# DIRECTIONS
Please retype the listing below exactly as it stands, skipping any pictures.

--- PROVIDED RECORDS Enclosed Below ---

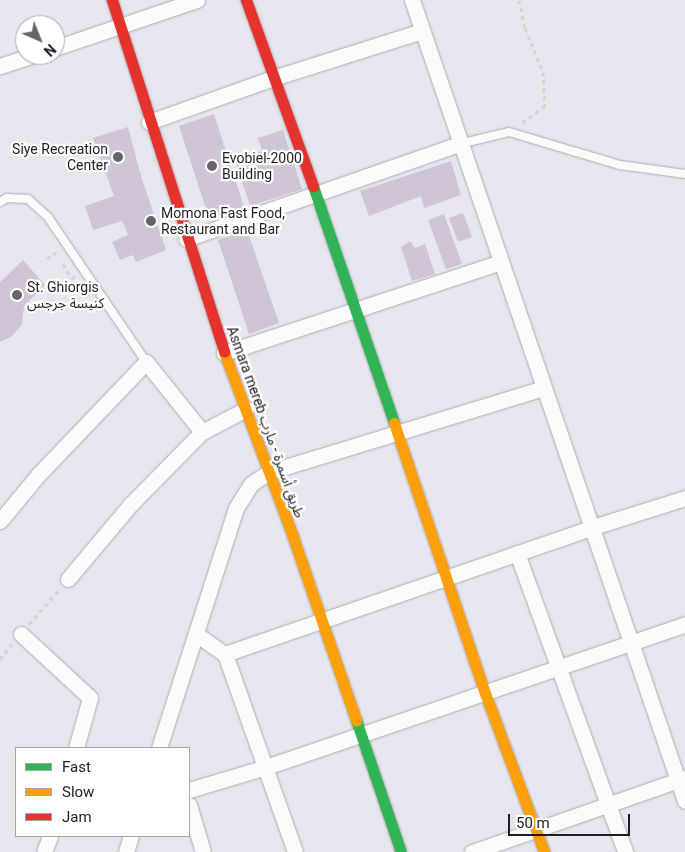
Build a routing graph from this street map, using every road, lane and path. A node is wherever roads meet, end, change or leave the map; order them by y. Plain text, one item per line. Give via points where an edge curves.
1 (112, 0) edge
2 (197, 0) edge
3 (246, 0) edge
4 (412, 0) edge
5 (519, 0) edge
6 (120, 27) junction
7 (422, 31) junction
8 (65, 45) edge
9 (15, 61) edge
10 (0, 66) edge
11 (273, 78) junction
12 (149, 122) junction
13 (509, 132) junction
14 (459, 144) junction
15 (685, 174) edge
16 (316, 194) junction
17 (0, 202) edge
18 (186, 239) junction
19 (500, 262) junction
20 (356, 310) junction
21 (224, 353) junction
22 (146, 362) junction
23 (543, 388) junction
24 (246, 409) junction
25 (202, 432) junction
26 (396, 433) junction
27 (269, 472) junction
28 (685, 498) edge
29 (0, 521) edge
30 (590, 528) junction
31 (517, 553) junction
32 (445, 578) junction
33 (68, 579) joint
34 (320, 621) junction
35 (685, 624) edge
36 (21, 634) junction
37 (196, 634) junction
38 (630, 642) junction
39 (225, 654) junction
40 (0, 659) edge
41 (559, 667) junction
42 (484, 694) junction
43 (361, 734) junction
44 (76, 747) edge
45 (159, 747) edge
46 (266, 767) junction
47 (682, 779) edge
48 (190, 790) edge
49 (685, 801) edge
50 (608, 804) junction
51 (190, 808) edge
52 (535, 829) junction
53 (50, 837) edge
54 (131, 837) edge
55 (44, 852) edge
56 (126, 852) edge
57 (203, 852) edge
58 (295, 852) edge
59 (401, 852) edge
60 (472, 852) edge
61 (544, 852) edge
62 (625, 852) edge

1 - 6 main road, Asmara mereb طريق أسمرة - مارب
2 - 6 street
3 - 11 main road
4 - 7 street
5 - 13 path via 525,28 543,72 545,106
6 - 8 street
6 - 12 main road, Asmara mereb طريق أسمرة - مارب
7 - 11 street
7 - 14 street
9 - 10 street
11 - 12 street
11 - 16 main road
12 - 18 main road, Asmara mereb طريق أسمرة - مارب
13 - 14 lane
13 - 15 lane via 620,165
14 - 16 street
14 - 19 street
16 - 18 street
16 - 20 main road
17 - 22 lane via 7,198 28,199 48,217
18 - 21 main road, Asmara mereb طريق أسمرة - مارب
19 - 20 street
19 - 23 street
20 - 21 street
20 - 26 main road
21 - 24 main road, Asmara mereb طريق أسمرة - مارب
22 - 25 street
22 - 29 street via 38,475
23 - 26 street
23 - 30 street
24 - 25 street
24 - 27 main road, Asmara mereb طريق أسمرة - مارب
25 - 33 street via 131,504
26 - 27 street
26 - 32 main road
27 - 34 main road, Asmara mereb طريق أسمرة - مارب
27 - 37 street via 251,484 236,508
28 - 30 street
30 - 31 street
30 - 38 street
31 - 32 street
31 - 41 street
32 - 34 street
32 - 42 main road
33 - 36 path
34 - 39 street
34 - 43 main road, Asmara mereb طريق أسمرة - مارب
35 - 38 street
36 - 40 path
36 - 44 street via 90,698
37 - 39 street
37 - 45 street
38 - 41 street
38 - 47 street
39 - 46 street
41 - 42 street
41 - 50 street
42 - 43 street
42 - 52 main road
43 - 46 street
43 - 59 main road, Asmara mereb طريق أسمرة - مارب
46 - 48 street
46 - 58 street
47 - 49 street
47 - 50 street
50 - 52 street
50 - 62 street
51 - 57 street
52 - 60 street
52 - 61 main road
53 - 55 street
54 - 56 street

--- End of Enclosed PROVIDED RECORDS ---

# RESULT OF THIS TASK
Build a routing graph from this street map, using every road, lane and path. A node is wherever roads meet, end, change or leave the map; order them by y. Plain text, one item per line. Give via points where an edge curves.
1 (112, 0) edge
2 (197, 0) edge
3 (246, 0) edge
4 (412, 0) edge
5 (519, 0) edge
6 (120, 27) junction
7 (422, 31) junction
8 (65, 45) edge
9 (15, 61) edge
10 (0, 66) edge
11 (273, 78) junction
12 (149, 122) junction
13 (509, 132) junction
14 (459, 144) junction
15 (685, 174) edge
16 (316, 194) junction
17 (0, 202) edge
18 (186, 239) junction
19 (500, 262) junction
20 (356, 310) junction
21 (224, 353) junction
22 (146, 362) junction
23 (543, 388) junction
24 (246, 409) junction
25 (202, 432) junction
26 (396, 433) junction
27 (269, 472) junction
28 (685, 498) edge
29 (0, 521) edge
30 (590, 528) junction
31 (517, 553) junction
32 (445, 578) junction
33 (68, 579) joint
34 (320, 621) junction
35 (685, 624) edge
36 (21, 634) junction
37 (196, 634) junction
38 (630, 642) junction
39 (225, 654) junction
40 (0, 659) edge
41 (559, 667) junction
42 (484, 694) junction
43 (361, 734) junction
44 (76, 747) edge
45 (159, 747) edge
46 (266, 767) junction
47 (682, 779) edge
48 (190, 790) edge
49 (685, 801) edge
50 (608, 804) junction
51 (190, 808) edge
52 (535, 829) junction
53 (50, 837) edge
54 (131, 837) edge
55 (44, 852) edge
56 (126, 852) edge
57 (203, 852) edge
58 (295, 852) edge
59 (401, 852) edge
60 (472, 852) edge
61 (544, 852) edge
62 (625, 852) edge

1 - 6 main road, Asmara mereb طريق أسمرة - مارب
2 - 6 street
3 - 11 main road
4 - 7 street
5 - 13 path via 525,28 543,72 545,106
6 - 8 street
6 - 12 main road, Asmara mereb طريق أسمرة - مارب
7 - 11 street
7 - 14 street
9 - 10 street
11 - 12 street
11 - 16 main road
12 - 18 main road, Asmara mereb طريق أسمرة - مارب
13 - 14 lane
13 - 15 lane via 620,165
14 - 16 street
14 - 19 street
16 - 18 street
16 - 20 main road
17 - 22 lane via 7,198 28,199 48,217
18 - 21 main road, Asmara mereb طريق أسمرة - مارب
19 - 20 street
19 - 23 street
20 - 21 street
20 - 26 main road
21 - 24 main road, Asmara mereb طريق أسمرة - مارب
22 - 25 street
22 - 29 street via 38,475
23 - 26 street
23 - 30 street
24 - 25 street
24 - 27 main road, Asmara mereb طريق أسمرة - مارب
25 - 33 street via 131,504
26 - 27 street
26 - 32 main road
27 - 34 main road, Asmara mereb طريق أسمرة - مارب
27 - 37 street via 251,484 236,508
28 - 30 street
30 - 31 street
30 - 38 street
31 - 32 street
31 - 41 street
32 - 34 street
32 - 42 main road
33 - 36 path
34 - 39 street
34 - 43 main road, Asmara mereb طريق أسمرة - مارب
35 - 38 street
36 - 40 path
36 - 44 street via 90,698
37 - 39 street
37 - 45 street
38 - 41 street
38 - 47 street
39 - 46 street
41 - 42 street
41 - 50 street
42 - 43 street
42 - 52 main road
43 - 46 street
43 - 59 main road, Asmara mereb طريق أسمرة - مارب
46 - 48 street
46 - 58 street
47 - 49 street
47 - 50 street
50 - 52 street
50 - 62 street
51 - 57 street
52 - 60 street
52 - 61 main road
53 - 55 street
54 - 56 street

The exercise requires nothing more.